On Monday, June 20, some 172 actors, designers, dramaturges, and theater employees affiliated with Berlin’s Volksbühne penned an open letter to the city senate and German culture minister Monika Grütters expressing their “deep concern” over the approaching change of directors at the storied institution, which will soon be headed by outgoing Tate Modern director Chris Dercon.
Dercon was appointed by Berlin’s culture senator Tim Renner to replace current theater director, Frank Castorf, who has been at the helm of the theater for almost 25 years. Renner, a former music producer, has made no secret of his disapproval of Castorf’s long-term reign at the Volksbühne (which is bankrolled by the senate, like all state-funded theaters in Germany) and has hinted prior to Dercon’s appointment that the theater must be “rethought.”
When Dercon’s new role was announced back in April 2015, it was greeted with significant skepticism. Die Zeit reported that several high-profile theater directors were concerned that Dercon’s appointment could transform the historic Volksbühne into a “festival house.”
Now, it is the house’s own employees and long-time affiliates who are protesting Dercon’s looming takeover. “It is with concern that we face the change of directors at the Volksbühne in the coming year,” the letter, translated from German by artnet News, reads.
“We are not afraid of the new,” the signatories stress, but point out that following a general assembly with the future management that took place in April, they felt that “there will be no new forms and artistic challenges at the Volksbühne. A conceptual line of artistic and structural development of our theater is not apparent in the remarks Chris Dercon and his program director Marietta Piekenbrock have made.”
What follows in the open letter is a scathing break-down of the ambiguous language used at the meeting to describe what the future holds for the historic house. Signatories seem particularly angered by the suggestion that “introducing” multi-disciplinary practices to the stage would represent a “novelty,” as the theater is considered one of Berlin’s most experimental and avant-garde since its inception over 100 years ago.

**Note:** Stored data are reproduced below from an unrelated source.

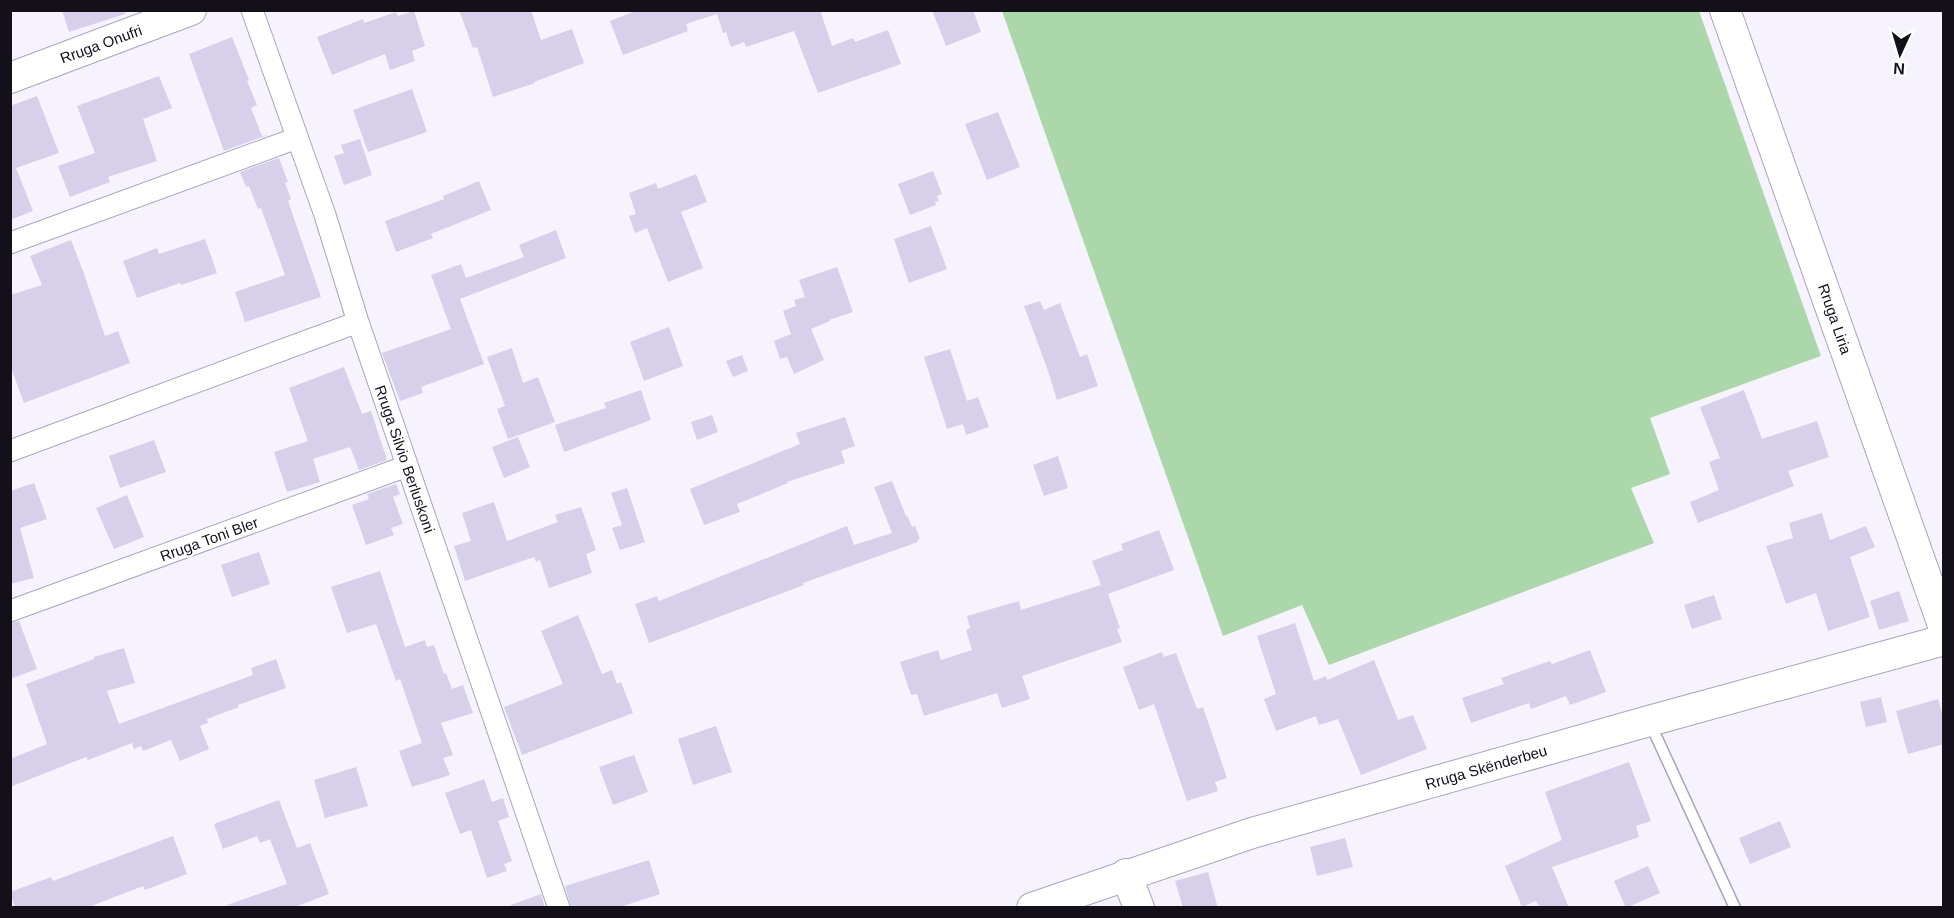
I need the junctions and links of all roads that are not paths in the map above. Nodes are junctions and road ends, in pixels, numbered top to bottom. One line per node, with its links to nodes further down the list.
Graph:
1 (191, 10): 4 (main road, Rruga Onufri)
2 (252, 10): 5 (street, Rruga Silvio Berluskoni)
3 (1725, 10): 11 (main road, Rruga Liria)
4 (10, 78)
5 (297, 138): 6 (street); 7 (street, Rruga Silvio Berluskoni)
6 (10, 243)
7 (358, 322): 8 (street); 9 (street, Rruga Silvio Berluskoni)
8 (10, 450)
9 (407, 466): 10 (street, Rruga Toni Bler); 15 (street, Rruga Silvio Berluskoni)
10 (10, 611)
11 (1944, 628)
12 (1944, 640): 13 (main road, Rruga Skënderbeu)
13 (1649, 721): 14 (main road, Rruga Skënderbeu); 18 (lane)
14 (1126, 874): 16 (main road, Rruga Skënderbeu); 17 (main road)
15 (559, 908)
16 (1032, 908)
17 (1139, 908)
18 (1735, 908)

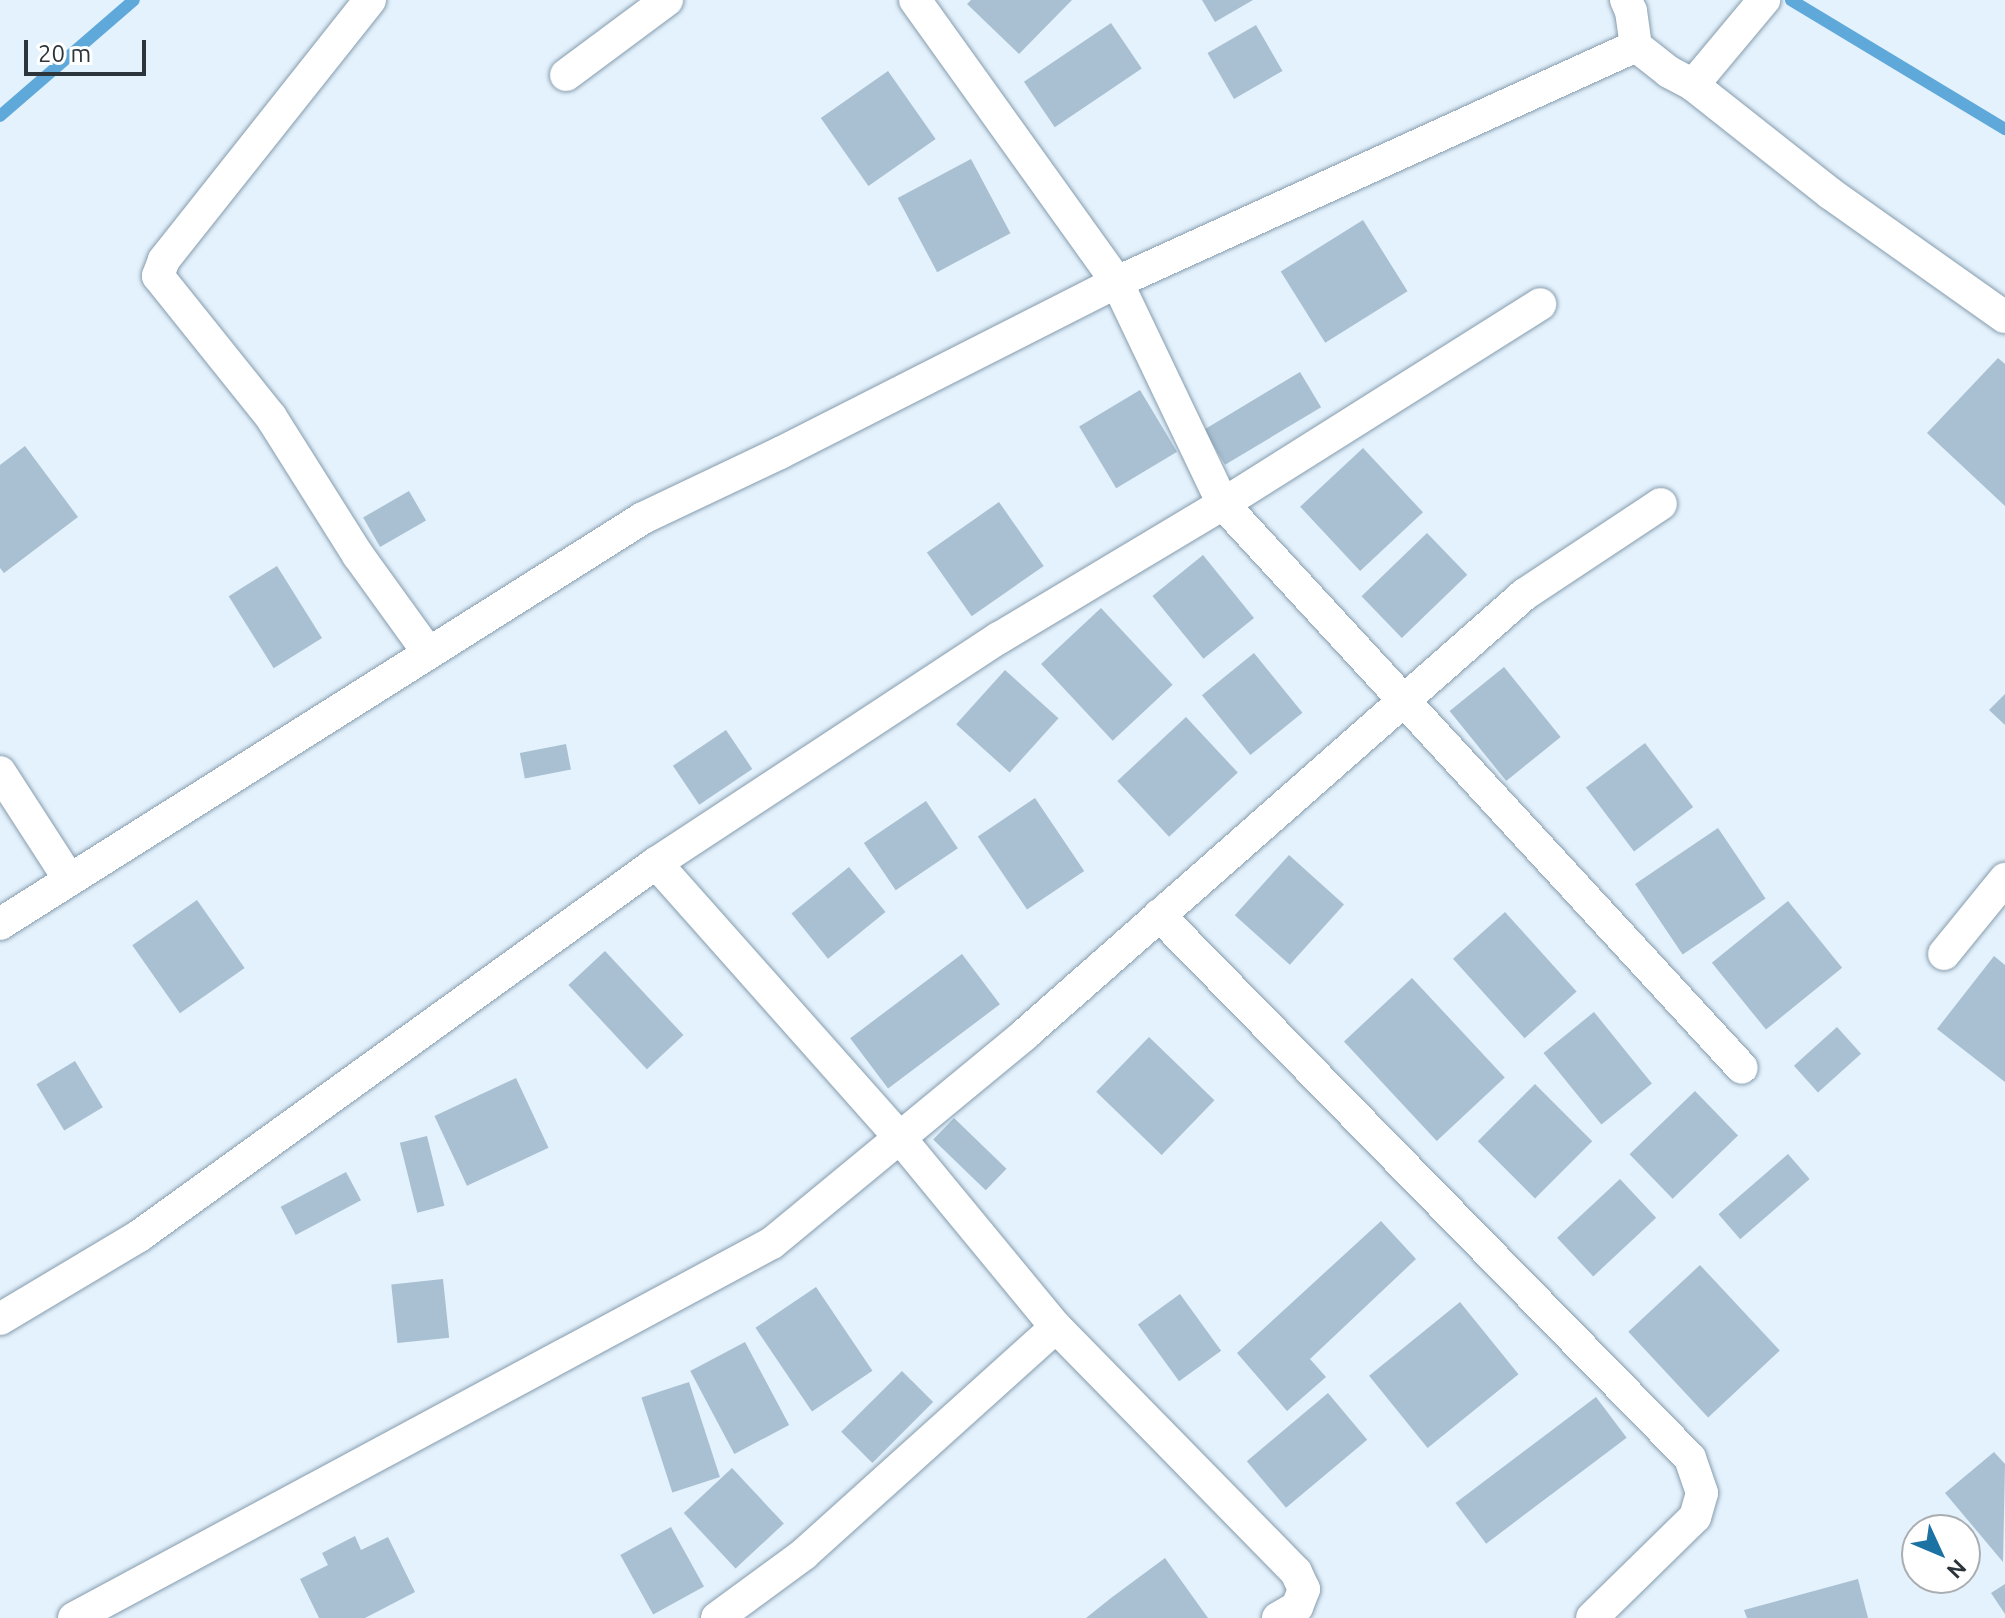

“In the banality of [their] promulgation we fear the sellout of our own artistic standards and a weakening of our potent drama theater operation,” they write:
This is not a friendly takeover. It is an irreversible turning point and a break in the recent history of the theater. This change represents historical leveling and razing of identity. The artistic processing of social conflict is displaced in favor of a globally extended consensus culture with uniform presentation and sales patterns. We miss in the conceptual designs of the future director everything that makes this theater unique: politically engaged art, a specific theater concept, a steady repertoire and ensemble, and a vision for the unique potential of the house’s own workshops. We fear that in view of these plans, our skills and capacities are not needed. We fear job cuts, up to the negation of entire trades. … a weakening of the existing potential will lead to a weakening of the Volksbühne; once these are destroyed, they will be permanently lost. This could have a devastating ripple effect on the entire German city theater landscape.
The signatories specify that the letter is not directed at Dercon himself, but rather at the decision makers: “Our criticism is directed at the Berlin’s cultural policy: in the name of an alleged internationalization it is working hard to destroy the originality and diversity with which the Volksbühne is associated. We see this as a threat to the future of the theater!”
They conclude their appeal with a clear demand, asking the senate of Berlin to “examine the concept of the new management team of the Volksbühne in regards to the concern formulated by us.”
With so much resistance from within his own future team, it remains to be seen what changes Dercon will able to implement after he takes up the position next year.